Addressing the unified airways theory, Hansen et al. [3] showed that patients with CF shared P. aeruginosa clones between the upper and lower airways and Alanin et al. [5] showed the presence of P. aeruginosa in cultures from the upper and lower airways and a persistent P. aeruginosa clone type in the lungs of patients with PCD. We have previously shown that ESS in combination with postoperative nasal irrigation, nasal steroids and systemic antibiotics can help eradicate P. aeruginosa from the paranasal sinuses in patients with CF and PCD [4, 15]. The aforementioned literature describes P. aeruginosa infection initially in the lungs and then later in the sinuses, but is that the true chronological order? Which comes first: lung infection or sinus infection? The hypothesis of a possible sinus focus was generated because of evidence that lung-transplanted CF patients were recolonised with the same pathogen that they had had before lung transplantation. Extracted from Rademacher et al. [16], 11 out of 34 lung-transplanted patients with non-CF bronchiectasis continued to be chronically lung-infected with the same pathogen that they had had before lung transplantation, and P. aeruginosa was the most common pathogen. Theoretically, the sinus samples in these patients may have been P. aeruginosa-positive, but this remains undetermined. However, the exact order of colonisation may be less important than recognising that P. aeruginosa colonises both the sinuses and lungs and that eradication treatment should be aimed not only at the lower airways, but at the unified airways. Furthermore, the upcoming European Position Paper on Rhinosinusitis and Nasal Polyps 2020 has an increased interest in multidisciplinary collaborations, focusing especially on the unified airways in PCD and CF.

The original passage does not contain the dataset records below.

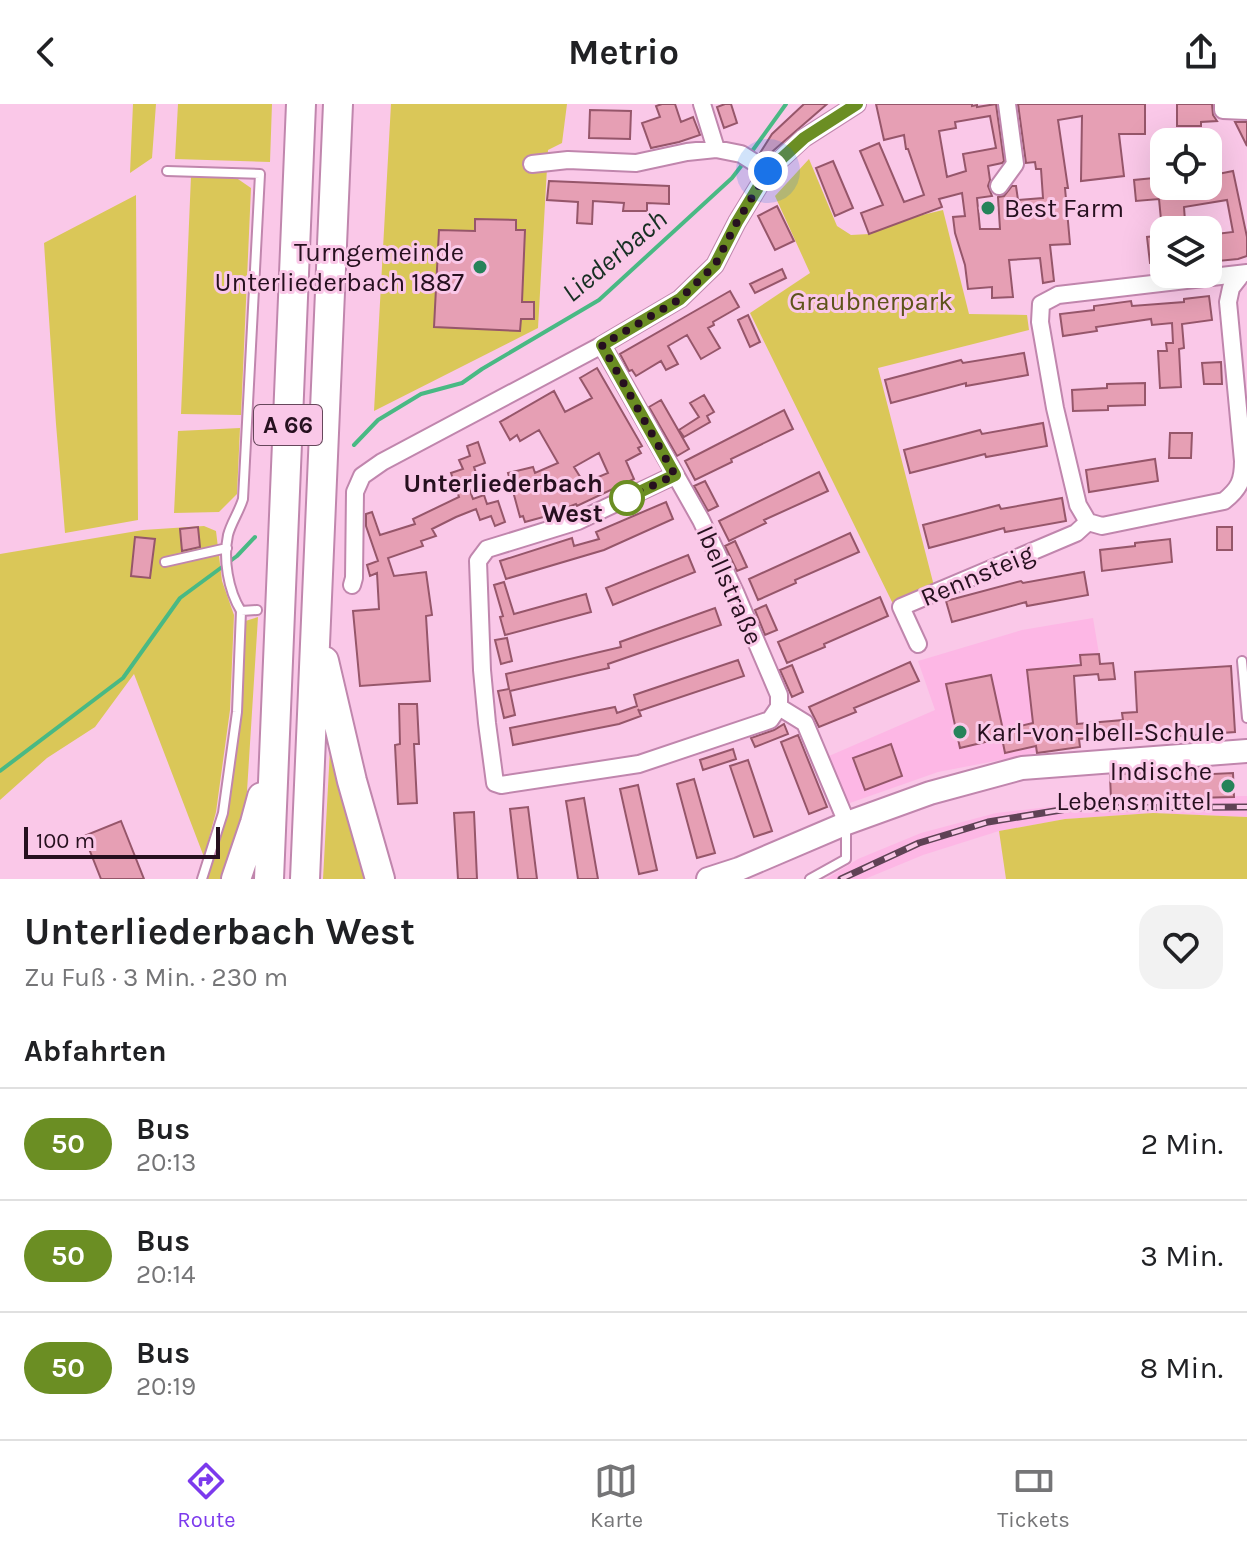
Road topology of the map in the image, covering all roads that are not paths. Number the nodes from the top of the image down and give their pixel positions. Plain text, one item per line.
1 (301, 104) edge
2 (338, 104) edge
3 (702, 104) edge
4 (857, 104) edge
5 (1007, 104) edge
6 (1223, 104) edge
7 (1247, 111) edge
8 (716, 149) junction
9 (754, 163) junction
10 (532, 164) dead end
11 (167, 171) dead end
12 (999, 186) dead end
13 (1245, 274) edge
14 (602, 345) junction
15 (675, 475) junction
16 (1088, 522) junction
17 (227, 550) junction
18 (165, 562) dead end
19 (347, 588) dead end
20 (257, 610) dead end
21 (241, 611) junction
22 (316, 629) junction
23 (918, 644) dead end
24 (1242, 661) dead end
25 (779, 707) junction
26 (1247, 718) edge
27 (275, 746) junction
28 (1247, 751) edge
29 (847, 823) junction
30 (741, 874) edge
31 (202, 879) edge
32 (236, 879) edge
33 (269, 879) edge
34 (305, 879) edge
35 (380, 879) edge
36 (708, 879) edge
37 (810, 879) edge

1 - 27 highway, A 66
2 - 22 highway, A 66
3 - 8 street
4 - 9 street
5 - 12 street
6 - 7 street
8 - 9 street
8 - 10 street
9 - 14 street
11 - 17 lane
13 - 16 street
13 - 16 street
14 - 15 street, Ibellstraße
14 - 19 street
15 - 25 street, Ibellstraße
15 - 25 street
16 - 23 street, Rennsteig
17 - 18 lane
17 - 21 lane
20 - 21 lane
21 - 31 lane
22 - 34 highway, A 66
22 - 35 highway
24 - 26 lane
25 - 29 street
27 - 32 highway
27 - 33 highway, A 66
28 - 29 main road
29 - 30 main road
29 - 37 lane
30 - 36 main road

We have shown for the first time that patients with PCD and P. aeruginosa lung infection harbour the same clone type in their paranasal sinuses and lungs, providing support for the unified airways theory in PCD. As in CF, the paranasal sinus focus in patients with PCD may be responsible for recolonising the lungs, so early eradication of the paranasal sinus colonisation could reduce lung infections. The important role of the upper airways in patients with PCD helps us to better understand the pathogenesis of P. aeruginosa infection. We therefore recommend that contributions from otorhinolaryngologists be considered in the development of PCD and CF treatments.
Shareable PDF
Supplementary Material
This one-page PDF can be shared freely online.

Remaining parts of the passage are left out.